Following recent headline dominating vaccine news from a number of key players in the vaccine race (click here and here), the University of Oxford, in collaboration with pharmaceutical giant, AstraZeneca, has announced that interim trial data from its Phase 3 trials show its vaccine candidate, ChAdOx1nCoV-2019, is effective at preventing Covid-19 and offers a high level of protection.
“The announcement … takes us another step closer to the time when we can use vaccines to bring an end to the devastation caused by SARS-CoV-2,” says Professor Sarah Gilbert, Professor of Vaccinology at the University of Oxford.
When combining data from tests conducted using two different dose regimes, the preliminary data have shown that the vaccine candidate is 70.4% effective:
- The vaccine was found to be 90% effective if administered at a half dose and then at a full dose.
- The vaccine was found to be 62% effective if administered in two full doses.
These efficacy findings – particularly the 90% efficacy of the half dose regime – are significant as this would mean that more people would be able to be vaccinated.
“These findings show that we have an effective vaccine that will save many lives,” says Professor Andrew Pollard, Director of the Oxford Vaccine Group and Chief Investigator of the Oxford Vaccine Trial.
“Excitingly, we’ve found that one of our dosing regimens may be around 90% effective and if this dosing regime is used, more people could be vaccinated with planned vaccine supply.”
Additionally, as reported by The Sydney Morning Herald, according to Professor Pollard the reason as to why the half-dose regimen has shown a higher efficacy and a “better level of protection” than the two-dose regimen is that “by giving a smaller first dose we are priming the immune system differently, we are setting it up better to respond”.

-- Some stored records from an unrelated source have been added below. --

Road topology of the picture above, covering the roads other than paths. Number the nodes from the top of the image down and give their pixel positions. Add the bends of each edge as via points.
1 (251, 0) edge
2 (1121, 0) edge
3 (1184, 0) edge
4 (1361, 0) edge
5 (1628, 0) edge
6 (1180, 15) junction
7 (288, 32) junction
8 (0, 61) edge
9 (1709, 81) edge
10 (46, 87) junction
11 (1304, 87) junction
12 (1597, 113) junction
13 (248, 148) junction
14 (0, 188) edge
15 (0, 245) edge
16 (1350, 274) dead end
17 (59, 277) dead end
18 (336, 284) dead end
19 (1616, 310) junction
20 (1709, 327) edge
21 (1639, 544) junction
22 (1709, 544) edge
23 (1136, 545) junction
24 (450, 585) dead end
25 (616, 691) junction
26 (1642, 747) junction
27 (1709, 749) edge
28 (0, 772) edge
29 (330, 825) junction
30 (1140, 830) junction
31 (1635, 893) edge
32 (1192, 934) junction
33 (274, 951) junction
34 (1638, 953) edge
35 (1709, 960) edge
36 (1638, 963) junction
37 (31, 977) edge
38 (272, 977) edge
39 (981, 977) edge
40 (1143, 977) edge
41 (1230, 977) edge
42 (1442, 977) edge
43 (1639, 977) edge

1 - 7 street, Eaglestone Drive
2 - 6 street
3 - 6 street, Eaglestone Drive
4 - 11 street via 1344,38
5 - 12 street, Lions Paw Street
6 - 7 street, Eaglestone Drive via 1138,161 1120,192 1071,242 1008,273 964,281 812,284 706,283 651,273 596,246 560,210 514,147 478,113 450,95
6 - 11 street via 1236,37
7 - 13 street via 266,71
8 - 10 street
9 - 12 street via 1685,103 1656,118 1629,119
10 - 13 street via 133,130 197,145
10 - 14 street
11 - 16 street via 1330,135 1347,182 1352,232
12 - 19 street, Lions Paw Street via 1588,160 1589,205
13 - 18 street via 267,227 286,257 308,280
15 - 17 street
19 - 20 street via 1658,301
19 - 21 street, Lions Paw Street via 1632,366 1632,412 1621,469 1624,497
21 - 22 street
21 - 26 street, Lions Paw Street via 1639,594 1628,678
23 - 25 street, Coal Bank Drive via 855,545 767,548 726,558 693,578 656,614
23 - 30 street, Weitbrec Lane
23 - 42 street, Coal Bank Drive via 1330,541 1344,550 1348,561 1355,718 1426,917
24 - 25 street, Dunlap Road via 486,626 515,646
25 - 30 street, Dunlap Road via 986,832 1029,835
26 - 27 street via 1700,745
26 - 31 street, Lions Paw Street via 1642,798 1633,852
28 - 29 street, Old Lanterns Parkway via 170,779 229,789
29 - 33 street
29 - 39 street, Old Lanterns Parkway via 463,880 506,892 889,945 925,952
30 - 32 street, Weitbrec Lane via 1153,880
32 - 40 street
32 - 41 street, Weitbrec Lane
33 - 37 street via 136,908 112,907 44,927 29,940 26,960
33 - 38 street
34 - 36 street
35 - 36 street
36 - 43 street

Prevention and transmission rates
According to the announcement by the University of Oxford, the data from the Phase 3 clinical trials, which included more than 24,000 participants from diverse racial and geographical groups in the UK, Brazil and South Africa, also suggests that the half and full dose regimes could prevent transmission of the virus, evidenced by lower rates of asymptomatic infection in the vaccines.

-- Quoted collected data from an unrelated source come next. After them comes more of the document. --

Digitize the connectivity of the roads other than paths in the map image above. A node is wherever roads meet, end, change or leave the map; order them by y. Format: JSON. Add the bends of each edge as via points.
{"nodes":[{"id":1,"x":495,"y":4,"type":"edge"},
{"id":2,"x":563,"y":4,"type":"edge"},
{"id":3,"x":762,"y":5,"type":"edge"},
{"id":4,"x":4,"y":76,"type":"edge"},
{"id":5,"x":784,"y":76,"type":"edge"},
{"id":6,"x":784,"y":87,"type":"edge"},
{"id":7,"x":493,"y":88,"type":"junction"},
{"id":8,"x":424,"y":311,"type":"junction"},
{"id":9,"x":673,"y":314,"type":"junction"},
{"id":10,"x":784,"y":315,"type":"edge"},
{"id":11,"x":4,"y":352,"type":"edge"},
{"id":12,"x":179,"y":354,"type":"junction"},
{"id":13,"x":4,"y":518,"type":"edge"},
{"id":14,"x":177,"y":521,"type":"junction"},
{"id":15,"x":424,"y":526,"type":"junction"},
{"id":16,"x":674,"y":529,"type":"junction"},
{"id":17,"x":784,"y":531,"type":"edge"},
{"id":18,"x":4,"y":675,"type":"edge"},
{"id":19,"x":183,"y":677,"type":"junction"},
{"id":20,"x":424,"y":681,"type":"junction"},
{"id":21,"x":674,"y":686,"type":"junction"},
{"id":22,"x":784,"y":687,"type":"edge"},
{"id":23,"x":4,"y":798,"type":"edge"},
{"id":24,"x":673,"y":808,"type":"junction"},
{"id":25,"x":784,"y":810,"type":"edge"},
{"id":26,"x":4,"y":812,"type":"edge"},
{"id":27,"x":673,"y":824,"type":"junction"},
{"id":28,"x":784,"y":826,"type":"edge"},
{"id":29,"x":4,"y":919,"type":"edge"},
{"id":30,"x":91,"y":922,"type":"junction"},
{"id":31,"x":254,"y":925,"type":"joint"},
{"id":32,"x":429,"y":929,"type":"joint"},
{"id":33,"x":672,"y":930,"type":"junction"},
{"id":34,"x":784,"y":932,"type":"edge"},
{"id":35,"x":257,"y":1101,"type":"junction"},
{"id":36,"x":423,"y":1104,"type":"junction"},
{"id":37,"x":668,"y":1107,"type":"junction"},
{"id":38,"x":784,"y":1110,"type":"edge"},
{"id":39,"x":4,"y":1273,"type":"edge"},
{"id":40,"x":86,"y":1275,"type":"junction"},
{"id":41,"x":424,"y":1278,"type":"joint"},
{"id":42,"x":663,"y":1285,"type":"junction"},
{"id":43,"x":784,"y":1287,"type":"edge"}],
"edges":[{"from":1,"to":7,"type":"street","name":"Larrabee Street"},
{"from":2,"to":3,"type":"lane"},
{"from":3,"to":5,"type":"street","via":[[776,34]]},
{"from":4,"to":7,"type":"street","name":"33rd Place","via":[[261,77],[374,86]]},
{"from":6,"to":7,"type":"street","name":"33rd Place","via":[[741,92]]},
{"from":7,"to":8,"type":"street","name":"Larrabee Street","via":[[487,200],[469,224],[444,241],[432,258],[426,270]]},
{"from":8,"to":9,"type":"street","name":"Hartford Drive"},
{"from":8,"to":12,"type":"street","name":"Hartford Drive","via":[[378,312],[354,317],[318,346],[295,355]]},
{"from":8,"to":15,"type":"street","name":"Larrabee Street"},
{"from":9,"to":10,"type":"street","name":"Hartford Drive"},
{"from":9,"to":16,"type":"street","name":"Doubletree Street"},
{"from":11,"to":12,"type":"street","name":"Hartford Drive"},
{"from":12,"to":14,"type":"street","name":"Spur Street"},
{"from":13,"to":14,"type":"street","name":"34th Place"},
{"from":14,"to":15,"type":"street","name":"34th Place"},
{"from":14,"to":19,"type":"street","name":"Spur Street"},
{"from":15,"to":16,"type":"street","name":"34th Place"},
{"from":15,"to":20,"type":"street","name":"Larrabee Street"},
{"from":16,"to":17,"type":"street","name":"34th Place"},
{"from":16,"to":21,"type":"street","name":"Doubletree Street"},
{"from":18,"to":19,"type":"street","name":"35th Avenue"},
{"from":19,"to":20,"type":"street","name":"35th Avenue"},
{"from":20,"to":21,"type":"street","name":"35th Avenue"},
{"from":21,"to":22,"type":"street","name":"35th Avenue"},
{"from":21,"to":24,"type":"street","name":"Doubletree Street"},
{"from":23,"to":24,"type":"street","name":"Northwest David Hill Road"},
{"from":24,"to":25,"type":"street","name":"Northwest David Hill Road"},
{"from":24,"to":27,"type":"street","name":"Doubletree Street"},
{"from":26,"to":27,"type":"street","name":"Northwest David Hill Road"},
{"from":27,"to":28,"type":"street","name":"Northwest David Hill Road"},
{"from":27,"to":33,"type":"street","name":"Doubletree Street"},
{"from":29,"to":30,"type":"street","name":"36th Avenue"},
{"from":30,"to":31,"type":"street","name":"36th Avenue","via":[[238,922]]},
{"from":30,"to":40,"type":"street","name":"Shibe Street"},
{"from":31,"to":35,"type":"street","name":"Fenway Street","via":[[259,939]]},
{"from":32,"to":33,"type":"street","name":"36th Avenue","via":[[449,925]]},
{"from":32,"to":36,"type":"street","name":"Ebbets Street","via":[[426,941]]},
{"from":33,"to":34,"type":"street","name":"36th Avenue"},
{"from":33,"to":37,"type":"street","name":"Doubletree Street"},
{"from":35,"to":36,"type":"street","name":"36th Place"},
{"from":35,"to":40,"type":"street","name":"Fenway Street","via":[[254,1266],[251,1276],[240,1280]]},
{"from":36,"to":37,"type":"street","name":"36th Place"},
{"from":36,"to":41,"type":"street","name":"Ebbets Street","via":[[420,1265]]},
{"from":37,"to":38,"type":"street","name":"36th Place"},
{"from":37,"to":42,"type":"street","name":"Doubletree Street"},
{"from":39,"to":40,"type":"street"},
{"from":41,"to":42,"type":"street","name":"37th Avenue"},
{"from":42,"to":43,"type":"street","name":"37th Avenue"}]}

Additionally, there were reportedly no hospitalised or severed cases of the virus in anyone who received the vaccine.
More information on this is expected to become available when trial data are next evaluated.
Trials are continuing in the United States, Kenya, Japan and India, and the trial team expect to have under 60,000 participants by the end of 2020.

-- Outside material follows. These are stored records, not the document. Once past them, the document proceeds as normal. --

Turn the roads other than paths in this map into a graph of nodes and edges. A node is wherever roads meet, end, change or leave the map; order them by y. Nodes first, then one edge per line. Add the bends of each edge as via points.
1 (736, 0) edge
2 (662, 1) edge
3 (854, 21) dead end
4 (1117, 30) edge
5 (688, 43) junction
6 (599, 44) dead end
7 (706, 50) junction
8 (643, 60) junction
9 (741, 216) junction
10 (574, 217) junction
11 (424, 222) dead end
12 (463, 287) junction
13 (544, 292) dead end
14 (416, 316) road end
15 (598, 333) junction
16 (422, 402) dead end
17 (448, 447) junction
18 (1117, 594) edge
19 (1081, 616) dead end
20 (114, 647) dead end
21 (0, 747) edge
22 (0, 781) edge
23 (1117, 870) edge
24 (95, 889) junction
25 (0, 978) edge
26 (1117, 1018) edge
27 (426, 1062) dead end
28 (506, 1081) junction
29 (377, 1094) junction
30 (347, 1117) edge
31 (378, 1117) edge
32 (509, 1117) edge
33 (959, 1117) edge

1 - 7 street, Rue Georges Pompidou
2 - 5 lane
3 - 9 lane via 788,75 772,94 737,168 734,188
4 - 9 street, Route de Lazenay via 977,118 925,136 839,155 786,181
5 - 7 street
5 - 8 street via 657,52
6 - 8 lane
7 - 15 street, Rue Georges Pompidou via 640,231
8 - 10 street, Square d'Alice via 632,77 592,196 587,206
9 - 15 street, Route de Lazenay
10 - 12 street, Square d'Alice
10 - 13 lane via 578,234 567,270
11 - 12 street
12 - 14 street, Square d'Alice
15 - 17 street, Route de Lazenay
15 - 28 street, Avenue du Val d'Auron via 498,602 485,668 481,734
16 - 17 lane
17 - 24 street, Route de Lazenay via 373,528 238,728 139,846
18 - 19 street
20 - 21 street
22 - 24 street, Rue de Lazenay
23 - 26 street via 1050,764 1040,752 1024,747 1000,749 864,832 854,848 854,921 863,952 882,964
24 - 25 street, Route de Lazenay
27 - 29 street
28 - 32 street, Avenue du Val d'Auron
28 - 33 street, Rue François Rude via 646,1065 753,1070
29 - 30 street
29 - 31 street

These trials are expected to provide regulators with further information about the efficacy and safety of the Oxford candidate vaccine, including its ability to both protect against and stop the transmission of Covid-19.
Transported and stored at domestic fridge temperatures
While news surrounding other vaccine candidates, have so far revealed that the vaccines will require extreme transportation and storage temperatures, being made from a weakened version of adenovirus means that this vaccine candidate is able to be transported and stored at domestic fridge temperatures (2-8 degrees C).
This means the vaccine candidate can be easily distributed using existing medical facilities such as doctor’s surgeries and local pharmacies, allowing the vaccine, if approved, to be deployed rapidly.
“[This] marks an important milestone in our fight against the pandemic,” says Pascal Soriot, Chief Executive Office, AstraZeneca.
“This vaccine’s efficacy and safety confirm that it will be highly effective against Covid-19 and will have an immediate impact on this public health emergency.
“Furthermore, the vaccine’s simple supply chain and our no-profit pledge and commitment to broad, equitable and time access means it will be affordable and globally available supplying hundreds of millions of doses on approval.”
Australia’s vaccine agreement with Oxford
As previously reported by Retail Pharmacy, Australia has secured early access for the Oxford vaccine candidate.